WORK REQUIRED
Every line below that holds the word "view" counts once; please tally them and give only the total.

Stored dataset items
--- START ---

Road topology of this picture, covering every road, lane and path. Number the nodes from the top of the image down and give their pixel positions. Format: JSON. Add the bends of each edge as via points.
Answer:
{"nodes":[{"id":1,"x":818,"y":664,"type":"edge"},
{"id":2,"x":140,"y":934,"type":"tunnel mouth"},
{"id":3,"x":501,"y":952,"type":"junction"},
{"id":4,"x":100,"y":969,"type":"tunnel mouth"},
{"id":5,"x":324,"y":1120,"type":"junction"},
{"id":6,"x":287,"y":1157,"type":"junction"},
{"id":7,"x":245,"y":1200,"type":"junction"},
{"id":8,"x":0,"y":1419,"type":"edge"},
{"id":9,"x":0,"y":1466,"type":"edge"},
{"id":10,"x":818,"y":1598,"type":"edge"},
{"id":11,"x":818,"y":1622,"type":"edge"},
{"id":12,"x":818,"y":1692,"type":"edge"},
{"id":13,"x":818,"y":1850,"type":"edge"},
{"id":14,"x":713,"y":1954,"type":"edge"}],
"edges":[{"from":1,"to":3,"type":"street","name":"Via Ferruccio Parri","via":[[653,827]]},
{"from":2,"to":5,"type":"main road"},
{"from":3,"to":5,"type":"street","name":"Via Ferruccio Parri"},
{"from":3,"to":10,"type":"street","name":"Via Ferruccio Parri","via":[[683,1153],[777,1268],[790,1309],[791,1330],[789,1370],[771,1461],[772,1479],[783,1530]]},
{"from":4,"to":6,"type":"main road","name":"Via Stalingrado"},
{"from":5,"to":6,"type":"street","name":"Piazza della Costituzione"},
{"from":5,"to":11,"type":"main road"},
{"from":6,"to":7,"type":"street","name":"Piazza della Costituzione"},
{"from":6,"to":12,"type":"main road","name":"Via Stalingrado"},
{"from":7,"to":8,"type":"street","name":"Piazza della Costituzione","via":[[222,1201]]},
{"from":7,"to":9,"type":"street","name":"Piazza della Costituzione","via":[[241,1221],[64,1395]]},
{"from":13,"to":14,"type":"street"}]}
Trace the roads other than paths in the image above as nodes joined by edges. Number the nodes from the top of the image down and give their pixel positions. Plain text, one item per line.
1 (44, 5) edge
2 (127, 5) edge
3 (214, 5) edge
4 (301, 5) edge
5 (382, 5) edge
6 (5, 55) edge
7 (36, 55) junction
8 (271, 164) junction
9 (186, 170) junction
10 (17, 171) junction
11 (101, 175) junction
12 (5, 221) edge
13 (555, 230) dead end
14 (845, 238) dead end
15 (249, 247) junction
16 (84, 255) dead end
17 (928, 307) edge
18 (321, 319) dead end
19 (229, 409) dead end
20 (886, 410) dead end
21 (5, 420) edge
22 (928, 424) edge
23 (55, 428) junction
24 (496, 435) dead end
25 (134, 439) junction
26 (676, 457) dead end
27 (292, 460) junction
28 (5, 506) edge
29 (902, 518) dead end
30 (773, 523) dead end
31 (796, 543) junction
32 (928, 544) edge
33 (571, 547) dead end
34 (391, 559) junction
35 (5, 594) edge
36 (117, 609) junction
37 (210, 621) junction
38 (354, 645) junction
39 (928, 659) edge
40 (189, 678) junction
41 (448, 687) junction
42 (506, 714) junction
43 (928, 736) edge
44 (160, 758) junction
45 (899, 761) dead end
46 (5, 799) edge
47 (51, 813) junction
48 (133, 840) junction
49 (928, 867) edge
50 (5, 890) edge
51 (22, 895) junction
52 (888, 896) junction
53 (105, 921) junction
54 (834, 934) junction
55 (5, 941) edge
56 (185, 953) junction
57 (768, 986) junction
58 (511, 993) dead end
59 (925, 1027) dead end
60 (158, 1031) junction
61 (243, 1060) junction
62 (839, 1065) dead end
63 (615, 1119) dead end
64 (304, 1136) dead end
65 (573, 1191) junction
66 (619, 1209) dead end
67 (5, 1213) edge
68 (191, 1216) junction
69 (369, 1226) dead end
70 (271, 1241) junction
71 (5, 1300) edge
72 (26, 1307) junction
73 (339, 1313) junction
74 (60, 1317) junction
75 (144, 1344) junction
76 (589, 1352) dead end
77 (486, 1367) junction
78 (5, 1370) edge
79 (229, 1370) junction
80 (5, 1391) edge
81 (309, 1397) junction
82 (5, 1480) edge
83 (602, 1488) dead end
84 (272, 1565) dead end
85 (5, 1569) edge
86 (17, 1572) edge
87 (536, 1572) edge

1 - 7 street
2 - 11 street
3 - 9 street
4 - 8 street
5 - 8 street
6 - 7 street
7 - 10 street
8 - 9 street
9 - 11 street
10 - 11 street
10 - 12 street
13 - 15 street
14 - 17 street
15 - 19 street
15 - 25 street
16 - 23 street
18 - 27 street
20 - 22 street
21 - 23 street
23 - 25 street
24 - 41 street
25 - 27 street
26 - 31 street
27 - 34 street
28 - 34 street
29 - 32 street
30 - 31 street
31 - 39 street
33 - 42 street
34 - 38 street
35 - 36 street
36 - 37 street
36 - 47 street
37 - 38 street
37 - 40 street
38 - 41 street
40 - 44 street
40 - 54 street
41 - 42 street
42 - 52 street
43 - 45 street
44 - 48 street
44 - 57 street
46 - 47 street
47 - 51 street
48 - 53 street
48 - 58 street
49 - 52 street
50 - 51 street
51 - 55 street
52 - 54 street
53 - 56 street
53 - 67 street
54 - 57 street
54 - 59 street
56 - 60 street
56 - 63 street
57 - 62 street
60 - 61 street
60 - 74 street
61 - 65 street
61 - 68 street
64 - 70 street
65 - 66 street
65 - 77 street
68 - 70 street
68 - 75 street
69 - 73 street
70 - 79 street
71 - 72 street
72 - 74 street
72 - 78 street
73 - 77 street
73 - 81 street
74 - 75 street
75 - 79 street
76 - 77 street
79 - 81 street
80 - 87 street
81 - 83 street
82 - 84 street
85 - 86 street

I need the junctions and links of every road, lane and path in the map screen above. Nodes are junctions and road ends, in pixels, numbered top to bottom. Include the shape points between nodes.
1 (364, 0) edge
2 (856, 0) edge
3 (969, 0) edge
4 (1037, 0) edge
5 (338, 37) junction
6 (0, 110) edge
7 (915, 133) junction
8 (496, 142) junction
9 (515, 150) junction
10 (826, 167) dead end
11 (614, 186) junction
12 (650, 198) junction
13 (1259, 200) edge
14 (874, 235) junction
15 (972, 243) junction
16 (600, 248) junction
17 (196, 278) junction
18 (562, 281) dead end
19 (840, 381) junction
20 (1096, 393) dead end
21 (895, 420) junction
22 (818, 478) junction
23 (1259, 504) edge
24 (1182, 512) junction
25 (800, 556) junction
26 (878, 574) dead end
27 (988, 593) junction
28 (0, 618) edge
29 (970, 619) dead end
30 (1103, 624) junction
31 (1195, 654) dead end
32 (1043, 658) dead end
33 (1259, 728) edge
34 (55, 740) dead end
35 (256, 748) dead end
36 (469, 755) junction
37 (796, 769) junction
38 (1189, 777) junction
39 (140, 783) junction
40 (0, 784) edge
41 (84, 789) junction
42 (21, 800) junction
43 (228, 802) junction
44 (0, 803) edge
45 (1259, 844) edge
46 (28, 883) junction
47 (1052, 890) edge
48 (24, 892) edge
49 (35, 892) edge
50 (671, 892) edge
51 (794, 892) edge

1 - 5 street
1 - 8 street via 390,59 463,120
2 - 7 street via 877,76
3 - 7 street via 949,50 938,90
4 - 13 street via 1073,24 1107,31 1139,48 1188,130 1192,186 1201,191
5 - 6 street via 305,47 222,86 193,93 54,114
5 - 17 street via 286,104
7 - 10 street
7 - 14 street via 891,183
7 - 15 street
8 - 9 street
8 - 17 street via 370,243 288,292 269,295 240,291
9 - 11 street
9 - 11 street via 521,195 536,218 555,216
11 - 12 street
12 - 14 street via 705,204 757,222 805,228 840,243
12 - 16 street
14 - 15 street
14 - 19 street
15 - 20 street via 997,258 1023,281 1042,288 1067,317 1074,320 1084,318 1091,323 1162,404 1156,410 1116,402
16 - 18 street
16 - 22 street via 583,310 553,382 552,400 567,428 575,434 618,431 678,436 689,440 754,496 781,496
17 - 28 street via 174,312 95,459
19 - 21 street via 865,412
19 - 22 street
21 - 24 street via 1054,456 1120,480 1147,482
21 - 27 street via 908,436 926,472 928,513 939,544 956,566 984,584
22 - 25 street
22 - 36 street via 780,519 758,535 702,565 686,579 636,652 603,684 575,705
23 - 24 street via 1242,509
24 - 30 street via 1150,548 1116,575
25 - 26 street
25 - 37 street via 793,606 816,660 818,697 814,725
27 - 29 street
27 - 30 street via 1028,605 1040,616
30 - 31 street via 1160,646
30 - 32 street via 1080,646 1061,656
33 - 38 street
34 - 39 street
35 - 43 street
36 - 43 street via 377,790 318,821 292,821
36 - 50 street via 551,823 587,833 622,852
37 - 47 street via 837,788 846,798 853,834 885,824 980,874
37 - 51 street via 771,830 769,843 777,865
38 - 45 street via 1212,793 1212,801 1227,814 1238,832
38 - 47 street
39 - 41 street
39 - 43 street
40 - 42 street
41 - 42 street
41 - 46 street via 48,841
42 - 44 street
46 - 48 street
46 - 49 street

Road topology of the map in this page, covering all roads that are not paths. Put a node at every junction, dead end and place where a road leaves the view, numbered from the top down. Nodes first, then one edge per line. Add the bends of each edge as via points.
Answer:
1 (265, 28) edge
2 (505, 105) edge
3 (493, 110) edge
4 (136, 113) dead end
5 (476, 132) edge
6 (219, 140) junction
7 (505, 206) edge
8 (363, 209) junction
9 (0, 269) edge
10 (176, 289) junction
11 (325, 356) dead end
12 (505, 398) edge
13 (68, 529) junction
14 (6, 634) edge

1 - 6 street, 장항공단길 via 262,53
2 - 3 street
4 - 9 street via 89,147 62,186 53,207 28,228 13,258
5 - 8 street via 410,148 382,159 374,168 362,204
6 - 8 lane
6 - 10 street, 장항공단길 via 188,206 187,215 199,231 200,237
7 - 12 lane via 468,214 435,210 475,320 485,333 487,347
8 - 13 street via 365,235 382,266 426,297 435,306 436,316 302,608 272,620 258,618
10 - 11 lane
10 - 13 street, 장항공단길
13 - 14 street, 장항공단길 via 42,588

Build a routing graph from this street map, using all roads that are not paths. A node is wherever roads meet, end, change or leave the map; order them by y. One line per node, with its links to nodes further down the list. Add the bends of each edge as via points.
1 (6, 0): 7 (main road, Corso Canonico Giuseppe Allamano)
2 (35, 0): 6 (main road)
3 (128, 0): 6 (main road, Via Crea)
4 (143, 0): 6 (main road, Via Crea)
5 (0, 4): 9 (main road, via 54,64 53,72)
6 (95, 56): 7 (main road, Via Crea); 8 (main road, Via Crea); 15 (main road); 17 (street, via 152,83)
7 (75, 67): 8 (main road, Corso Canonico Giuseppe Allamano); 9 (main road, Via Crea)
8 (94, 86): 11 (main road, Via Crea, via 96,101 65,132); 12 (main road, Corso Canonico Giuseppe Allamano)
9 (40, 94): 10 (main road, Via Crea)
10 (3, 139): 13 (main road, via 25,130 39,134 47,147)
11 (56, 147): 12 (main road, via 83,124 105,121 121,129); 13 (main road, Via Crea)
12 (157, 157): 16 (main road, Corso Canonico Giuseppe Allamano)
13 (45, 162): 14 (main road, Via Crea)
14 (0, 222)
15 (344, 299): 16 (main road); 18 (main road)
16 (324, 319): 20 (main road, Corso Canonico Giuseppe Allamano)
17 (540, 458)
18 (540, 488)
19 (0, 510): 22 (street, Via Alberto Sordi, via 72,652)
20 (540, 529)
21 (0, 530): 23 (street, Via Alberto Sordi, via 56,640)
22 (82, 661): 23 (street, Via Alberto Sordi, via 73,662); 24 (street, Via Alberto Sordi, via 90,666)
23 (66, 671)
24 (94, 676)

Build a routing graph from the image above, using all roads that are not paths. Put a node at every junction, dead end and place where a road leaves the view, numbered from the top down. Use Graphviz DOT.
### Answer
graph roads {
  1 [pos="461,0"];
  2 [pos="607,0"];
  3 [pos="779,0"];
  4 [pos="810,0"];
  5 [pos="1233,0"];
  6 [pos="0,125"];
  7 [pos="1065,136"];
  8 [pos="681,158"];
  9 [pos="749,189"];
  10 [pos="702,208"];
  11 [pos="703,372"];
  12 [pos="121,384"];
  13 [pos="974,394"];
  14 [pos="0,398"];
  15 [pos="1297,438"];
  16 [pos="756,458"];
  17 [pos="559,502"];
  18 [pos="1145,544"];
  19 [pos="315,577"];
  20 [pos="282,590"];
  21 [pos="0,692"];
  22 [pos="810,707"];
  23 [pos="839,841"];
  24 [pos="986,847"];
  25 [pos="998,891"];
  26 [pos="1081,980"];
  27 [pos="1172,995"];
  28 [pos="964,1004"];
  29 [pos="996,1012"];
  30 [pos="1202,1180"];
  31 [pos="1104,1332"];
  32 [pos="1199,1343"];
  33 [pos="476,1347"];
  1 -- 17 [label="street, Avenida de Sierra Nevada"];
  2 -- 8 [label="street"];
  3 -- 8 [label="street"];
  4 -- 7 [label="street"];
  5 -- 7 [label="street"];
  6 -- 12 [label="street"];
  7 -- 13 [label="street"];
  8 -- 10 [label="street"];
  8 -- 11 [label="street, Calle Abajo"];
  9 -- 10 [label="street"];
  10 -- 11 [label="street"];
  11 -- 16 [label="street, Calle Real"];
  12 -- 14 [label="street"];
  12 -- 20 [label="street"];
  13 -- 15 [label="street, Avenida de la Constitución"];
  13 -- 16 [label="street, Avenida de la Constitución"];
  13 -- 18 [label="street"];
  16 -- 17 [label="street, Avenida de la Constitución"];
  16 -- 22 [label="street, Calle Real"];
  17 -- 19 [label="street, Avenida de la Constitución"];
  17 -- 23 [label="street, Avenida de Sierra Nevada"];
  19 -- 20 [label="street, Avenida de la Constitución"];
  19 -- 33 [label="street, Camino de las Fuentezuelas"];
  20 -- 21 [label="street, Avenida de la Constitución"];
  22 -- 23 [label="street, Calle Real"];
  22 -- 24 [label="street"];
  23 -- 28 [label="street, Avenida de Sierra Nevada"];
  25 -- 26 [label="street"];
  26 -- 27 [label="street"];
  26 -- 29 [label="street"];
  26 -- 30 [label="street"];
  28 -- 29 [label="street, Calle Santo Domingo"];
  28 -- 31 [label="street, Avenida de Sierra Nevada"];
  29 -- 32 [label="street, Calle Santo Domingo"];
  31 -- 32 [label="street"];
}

--- END ---

ANSWER SECTION
2